Chère Alice,

Le temps est beau...

Tout près d'ici, la bataille fait rage.

Lucien Sertier
Lettre du lundi 21 octobre 1918
INDEFINI, mardi 22 octobre 1918
Orléans

mardi soir 7h

22 octobre 1918

Bien chère Alice,

J’ai reçu ce matin ta lettre de dimanche midi. Je vois avec un grand plaisir que la petite et la mémé vont un peu mieux. Ça me soulage d’un grand poids. J’étais vraiment très inquiet ces jours passés. J’avais gardé de mon voyage une mauvaise impression. Tant de malades à la fois ! Heureusement que les bons soins ont eu de bons résultats. Mais que personne ne fasse d’imprudences ! Et surtout qu’on continue à prendre bien régulièrement tous les fortifiants ordonnés.
J’ai appris avec peine la mort de cette pauvre Jeanine. C’est un grand malheur pour ses enfants si jeunes. Elle était encore bien jeune, elle aussi. J’ai songé encore toute la journée à cette explosion de Vénissieux. Comme les journaux renseignent mal ! J’avais compris qu’un simple hangar avait sauté à l’atelier de chargement. Je connais bien l’atelier de Vénissieux pour y avoir travaillé avec mon camion. A environ 7 ou 800 mètres de là sur le chemin du moulin à vent, se trouvait la « Borrel ». C’était l’entrepôt des poudres de Saint-Fons. On y menait la poudre aussitôt faite de chez Picard ou La Prévotte et on y entreposait aussi les matières premières explosives (dinitrophénol, nitro-glycérine, etc.) J’y avais fait de nombreux voyages. Je crois que c’est cet entrepot qui a dû sauter. Il y avait là parfois plus de 1000 tonnes d’explosifs divers. La poudrière de l’atelier de chargement n’aurait pas dû, il me semble, faire une pareille explosion.
Berliet a-t-il eu beaucoup de mal ? Maréchal qui était à côté de l’atelier doit être démoli entièrement. Et Planche qui était à 200 mètres, c’était une poudrerie, aussi.

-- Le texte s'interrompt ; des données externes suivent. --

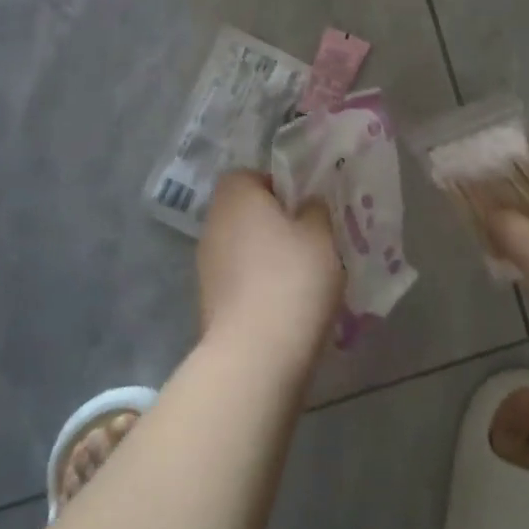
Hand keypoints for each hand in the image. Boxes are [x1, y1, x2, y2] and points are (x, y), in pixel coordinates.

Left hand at [197, 170, 342, 367]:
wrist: (256, 353)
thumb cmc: (292, 277)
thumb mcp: (322, 234)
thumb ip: (316, 210)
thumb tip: (307, 204)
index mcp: (236, 196)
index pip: (249, 175)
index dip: (277, 186)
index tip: (304, 206)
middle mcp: (213, 223)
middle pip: (244, 211)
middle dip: (273, 222)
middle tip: (308, 238)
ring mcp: (206, 265)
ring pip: (240, 246)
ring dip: (264, 255)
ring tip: (301, 274)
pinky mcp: (208, 301)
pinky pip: (238, 279)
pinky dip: (257, 284)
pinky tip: (284, 303)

J’ai été élève chauffeur, ce matin. Je me suis enfoncé dans un coin de la voiture et je n’en ai pas bougé de la matinée. Je n’ai même pas touché le volant. Ce tantôt, je suis venu dans ma chambre. Je me suis rasé et nettoyé. Mais demain, ça va changer. Je suis revenu moniteur. Demain matin, je prends une voiture à mon compte. D’élève, je repasse maître ! Et tout cela m’est fort égal !
Mes camarades du cours des gradés avec qui j’ai passé l’examen il y aura bientôt 15 jours partent demain matin définitivement pour Versailles et ensuite pour le front. Ils n’auront pas le plaisir d’avoir leurs nominations ici. Elles ne viendront pas avant le 5 ou 6 novembre, pour prendre la date du 1er (Toussaint).
Il fait un temps superbe, ici, depuis deux jours. Ça favorisera les semailles. Et chez vous ? Le petit Bonnot est-il guéri ?
Pouvez-vous semer ? Ce sont bien les dernières semailles de guerre. Au printemps prochain, ça ira mieux, espérons-le. On est très optimistes ici et on attend pour Noël la fin de la guerre. Souhaitons que ce soit vrai.
Tu ne m’as pas encore parlé de ma nouvelle nièce. Ne l’as-tu pas vue ?
J’espère que Titi continue à être bien sage. Tu me diras ça.
Au revoir, bien chère Alice, à bientôt le plaisir de te revoir après la Toussaint. J’irai voir mon petit monde. Si le papa ou la mémé étaient fatigués et que tu veuilles me faire venir, tu mettrais : père ou mère (et non beau-père, belle-mère) sur la dépêche.
De gros baisers aux enfants.
Je t’embrasse bien fort ainsi que tes chers parents et sœurs.